# TASK DIRECTIONS
Drop the images; return everything else in the listing below exactly.

# RECORDS
---+---

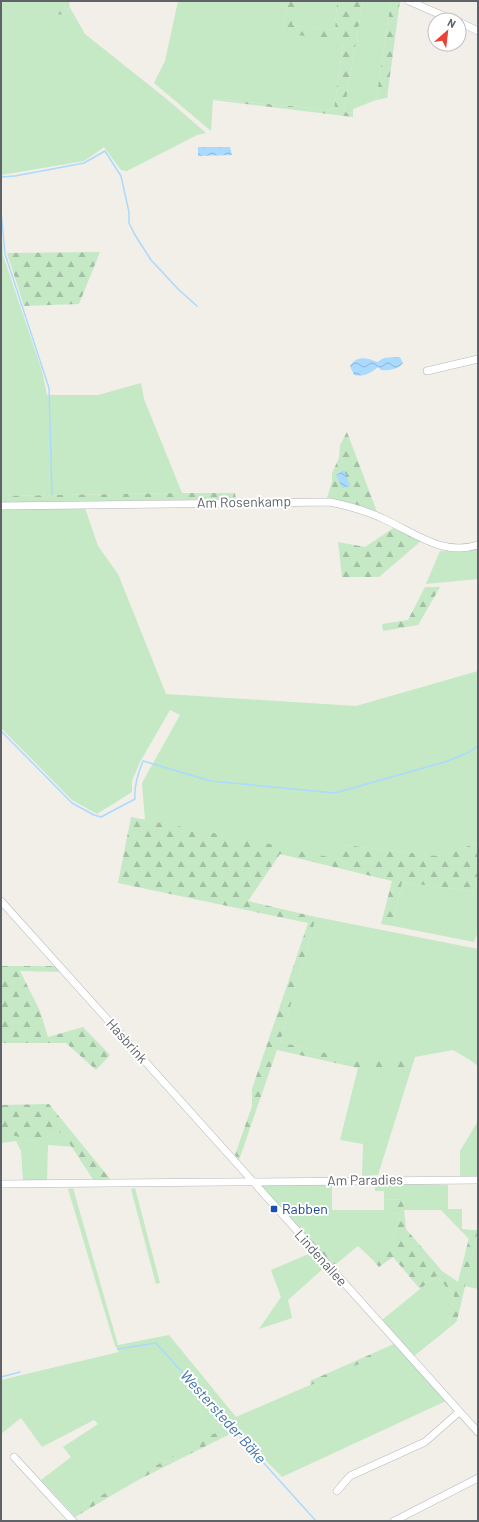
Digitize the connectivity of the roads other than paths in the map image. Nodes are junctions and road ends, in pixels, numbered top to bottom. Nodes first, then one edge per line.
1 (409, 1) edge
2 (434, 12) edge
3 (467, 26) edge
4 (478, 31) edge
5 (478, 359) edge
6 (427, 371) dead end
7 (1, 506) edge
8 (478, 545) edge
9 (1, 901) edge
10 (478, 1180) edge
11 (253, 1181) junction
12 (1, 1184) edge
13 (459, 1412) junction
14 (478, 1432) edge
15 (14, 1457) dead end
16 (478, 1478) edge
17 (337, 1491) dead end
18 (73, 1521) edge
19 (394, 1521) edge

1 - 2 street
3 - 4 street
5 - 6 street
7 - 8 street, Am Rosenkamp
9 - 11 street, Hasbrink
10 - 11 street, Am Paradies
11 - 12 street
11 - 13 street, Lindenallee
13 - 14 street, Lindenallee
13 - 17 street
15 - 18 street
16 - 19 street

---+---

# RESULT OF THE EXERCISE
Digitize the connectivity of the roads other than paths in the map image. Nodes are junctions and road ends, in pixels, numbered top to bottom. Nodes first, then one edge per line.
1 (409, 1) edge
2 (434, 12) edge
3 (467, 26) edge
4 (478, 31) edge
5 (478, 359) edge
6 (427, 371) dead end
7 (1, 506) edge
8 (478, 545) edge
9 (1, 901) edge
10 (478, 1180) edge
11 (253, 1181) junction
12 (1, 1184) edge
13 (459, 1412) junction
14 (478, 1432) edge
15 (14, 1457) dead end
16 (478, 1478) edge
17 (337, 1491) dead end
18 (73, 1521) edge
19 (394, 1521) edge

1 - 2 street
3 - 4 street
5 - 6 street
7 - 8 street, Am Rosenkamp
9 - 11 street, Hasbrink
10 - 11 street, Am Paradies
11 - 12 street
11 - 13 street, Lindenallee
13 - 14 street, Lindenallee
13 - 17 street
15 - 18 street
16 - 19 street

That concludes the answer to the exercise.